Par Benjamin Desmaline

Juriste, docteur en droit privé et sciences criminelles, lillois de naissance et marseillais de cœur, Benjamin Desmaline accorde une importance particulière à ce qui fait l’essence de la démocratie : le pluralisme (équilibré) dans le débat d’idée.

L'extrême-droite, en imputant tous les problèmes à la République et non à la question politique des rapports de force économiques, prépare une rupture idéologique pour un retour à l'arbitraire de la souveraineté monarchique. Se dessine actuellement, selon Benjamin Desmaline, une alliance dangereuse entre intérêts économiques, extrême droite idéologique et nostalgie royaliste. Tribune.

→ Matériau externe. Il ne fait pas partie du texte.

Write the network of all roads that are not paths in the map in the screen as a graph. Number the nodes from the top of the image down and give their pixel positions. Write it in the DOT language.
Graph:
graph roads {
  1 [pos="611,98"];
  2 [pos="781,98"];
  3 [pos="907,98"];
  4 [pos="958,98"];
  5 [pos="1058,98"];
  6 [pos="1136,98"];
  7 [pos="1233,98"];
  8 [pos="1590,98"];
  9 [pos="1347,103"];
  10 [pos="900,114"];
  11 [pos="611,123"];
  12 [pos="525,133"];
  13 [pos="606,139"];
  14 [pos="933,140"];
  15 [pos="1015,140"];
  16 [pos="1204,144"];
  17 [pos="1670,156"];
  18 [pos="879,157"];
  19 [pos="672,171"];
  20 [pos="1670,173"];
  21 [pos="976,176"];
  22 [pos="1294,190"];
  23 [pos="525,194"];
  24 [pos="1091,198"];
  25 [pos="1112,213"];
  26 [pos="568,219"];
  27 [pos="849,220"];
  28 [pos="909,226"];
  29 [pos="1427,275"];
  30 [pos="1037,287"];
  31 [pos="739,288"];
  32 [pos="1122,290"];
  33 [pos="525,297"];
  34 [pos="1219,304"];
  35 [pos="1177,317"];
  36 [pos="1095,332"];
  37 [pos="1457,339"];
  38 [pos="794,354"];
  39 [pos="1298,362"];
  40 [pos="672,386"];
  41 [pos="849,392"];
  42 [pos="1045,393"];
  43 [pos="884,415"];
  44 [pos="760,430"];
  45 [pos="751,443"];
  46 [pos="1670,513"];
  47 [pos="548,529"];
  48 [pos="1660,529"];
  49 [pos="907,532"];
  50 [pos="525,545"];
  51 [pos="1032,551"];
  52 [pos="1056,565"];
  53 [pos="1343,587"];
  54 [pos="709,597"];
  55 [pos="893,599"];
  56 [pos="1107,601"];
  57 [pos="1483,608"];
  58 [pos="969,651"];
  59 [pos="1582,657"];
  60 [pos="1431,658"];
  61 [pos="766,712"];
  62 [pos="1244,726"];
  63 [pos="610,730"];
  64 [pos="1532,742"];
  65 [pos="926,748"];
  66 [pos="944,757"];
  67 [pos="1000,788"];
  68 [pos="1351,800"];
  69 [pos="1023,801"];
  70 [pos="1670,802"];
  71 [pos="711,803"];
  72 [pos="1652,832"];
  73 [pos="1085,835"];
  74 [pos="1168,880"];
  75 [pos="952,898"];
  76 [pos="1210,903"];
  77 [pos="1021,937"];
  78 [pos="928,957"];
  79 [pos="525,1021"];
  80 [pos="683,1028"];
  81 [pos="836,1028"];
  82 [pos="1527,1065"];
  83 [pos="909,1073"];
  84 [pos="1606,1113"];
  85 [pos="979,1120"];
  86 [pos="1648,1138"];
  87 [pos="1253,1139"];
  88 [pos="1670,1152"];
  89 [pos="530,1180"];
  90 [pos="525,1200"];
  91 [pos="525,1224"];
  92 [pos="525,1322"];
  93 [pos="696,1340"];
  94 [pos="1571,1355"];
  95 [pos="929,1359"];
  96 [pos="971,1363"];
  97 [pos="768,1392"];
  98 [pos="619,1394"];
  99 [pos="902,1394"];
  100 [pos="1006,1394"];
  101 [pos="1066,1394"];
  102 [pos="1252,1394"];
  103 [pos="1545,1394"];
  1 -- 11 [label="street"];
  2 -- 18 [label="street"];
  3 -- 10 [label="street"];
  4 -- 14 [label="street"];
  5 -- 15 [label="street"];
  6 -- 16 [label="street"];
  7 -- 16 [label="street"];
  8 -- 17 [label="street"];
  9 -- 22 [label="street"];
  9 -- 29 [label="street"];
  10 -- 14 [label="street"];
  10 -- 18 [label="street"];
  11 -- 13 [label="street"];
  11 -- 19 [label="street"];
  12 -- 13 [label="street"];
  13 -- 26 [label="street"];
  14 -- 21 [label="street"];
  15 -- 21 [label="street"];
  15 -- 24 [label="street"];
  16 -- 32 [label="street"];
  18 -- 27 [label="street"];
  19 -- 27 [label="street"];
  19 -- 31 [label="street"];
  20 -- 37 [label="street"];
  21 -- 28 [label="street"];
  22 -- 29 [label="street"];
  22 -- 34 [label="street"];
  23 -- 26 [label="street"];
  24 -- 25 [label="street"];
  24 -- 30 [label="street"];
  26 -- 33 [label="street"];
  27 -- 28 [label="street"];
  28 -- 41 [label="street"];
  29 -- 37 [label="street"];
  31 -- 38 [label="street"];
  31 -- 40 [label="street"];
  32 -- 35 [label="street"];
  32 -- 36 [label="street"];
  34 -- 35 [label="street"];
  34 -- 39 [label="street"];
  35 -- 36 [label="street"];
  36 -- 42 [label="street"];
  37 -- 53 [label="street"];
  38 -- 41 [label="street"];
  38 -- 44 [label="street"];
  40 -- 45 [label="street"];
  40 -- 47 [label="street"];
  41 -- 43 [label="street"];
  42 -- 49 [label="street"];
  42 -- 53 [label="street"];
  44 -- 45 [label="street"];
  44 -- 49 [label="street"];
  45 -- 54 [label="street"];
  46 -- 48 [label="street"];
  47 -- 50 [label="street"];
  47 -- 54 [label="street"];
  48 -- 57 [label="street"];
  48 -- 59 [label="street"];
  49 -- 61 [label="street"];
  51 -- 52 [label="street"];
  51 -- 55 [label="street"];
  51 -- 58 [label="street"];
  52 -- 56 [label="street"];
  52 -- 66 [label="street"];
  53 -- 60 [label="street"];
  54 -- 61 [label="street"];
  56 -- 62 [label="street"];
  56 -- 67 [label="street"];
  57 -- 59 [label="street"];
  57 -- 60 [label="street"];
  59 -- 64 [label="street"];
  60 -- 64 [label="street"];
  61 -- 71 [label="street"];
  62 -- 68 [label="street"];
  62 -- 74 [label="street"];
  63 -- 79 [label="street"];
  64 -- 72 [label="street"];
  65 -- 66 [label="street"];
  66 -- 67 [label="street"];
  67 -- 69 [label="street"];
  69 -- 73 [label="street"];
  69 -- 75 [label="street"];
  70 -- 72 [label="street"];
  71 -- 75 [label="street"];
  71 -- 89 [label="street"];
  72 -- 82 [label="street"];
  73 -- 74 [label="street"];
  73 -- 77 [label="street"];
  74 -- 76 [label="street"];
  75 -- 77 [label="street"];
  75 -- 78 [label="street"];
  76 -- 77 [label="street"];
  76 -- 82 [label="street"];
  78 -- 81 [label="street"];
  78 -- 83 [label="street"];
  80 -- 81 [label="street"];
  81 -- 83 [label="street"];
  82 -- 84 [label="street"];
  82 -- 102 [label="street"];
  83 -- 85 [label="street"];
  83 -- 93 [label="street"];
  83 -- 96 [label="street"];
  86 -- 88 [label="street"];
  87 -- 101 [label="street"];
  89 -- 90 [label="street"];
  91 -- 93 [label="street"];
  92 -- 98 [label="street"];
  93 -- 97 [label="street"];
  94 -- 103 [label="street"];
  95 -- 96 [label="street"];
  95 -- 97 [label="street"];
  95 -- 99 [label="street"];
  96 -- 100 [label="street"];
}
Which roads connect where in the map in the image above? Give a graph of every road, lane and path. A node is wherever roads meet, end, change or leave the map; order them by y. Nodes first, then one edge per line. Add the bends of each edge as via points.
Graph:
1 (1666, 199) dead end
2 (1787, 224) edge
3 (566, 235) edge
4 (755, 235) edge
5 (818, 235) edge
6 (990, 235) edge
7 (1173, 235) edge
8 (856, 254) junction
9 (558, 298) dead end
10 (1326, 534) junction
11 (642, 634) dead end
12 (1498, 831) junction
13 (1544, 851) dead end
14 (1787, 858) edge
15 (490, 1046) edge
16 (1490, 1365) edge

Savez-vous ce qu’est la monarchie ? A cette question, l’un de mes professeurs de la faculté de droit avait un jour répondu de la manière suivante : « La monarchie, c’est un modèle de société dans lequel certains s’estiment valoir plus que vous sous prétexte que leurs parents valaient plus que les vôtres. »

Aujourd’hui, l’extrême droite française ne s’attaque plus frontalement à la République : elle la ronge de l’intérieur. Elle la sape plus efficacement en la décrivant comme un échec structurel. Insécurité, désordre social, délitement moral, perte d’autorité : tout est imputé à la République, jamais aux politiques menées ni aux rapports de force économiques. Ce discours n’est pas une critique réformatrice ; c’est une entreprise de délégitimation. La République n’est plus présentée comme perfectible, mais comme intrinsèquement défaillante. Ce glissement idéologique prépare une rupture plus radicale.

Historiquement, la droite française est d’abord monarchiste. Elle se construit contre 1789, contre le suffrage universel, contre l’égalité civique. La droite ne devient républicaine qu’à la fin du XIXᵉ siècle, par nécessité électorale plus que par adhésion philosophique. Pendant tout le XXᵉ siècle, les droites monarchistes – de l’Action française de Charles Maurras à ses héritiers intellectuels – restent minoritaires, discréditées par leur compromission avec l’antisémitisme, le pétainisme et l’anti-parlementarisme. Elles se taisent, mais ne disparaissent jamais. Elles attendent.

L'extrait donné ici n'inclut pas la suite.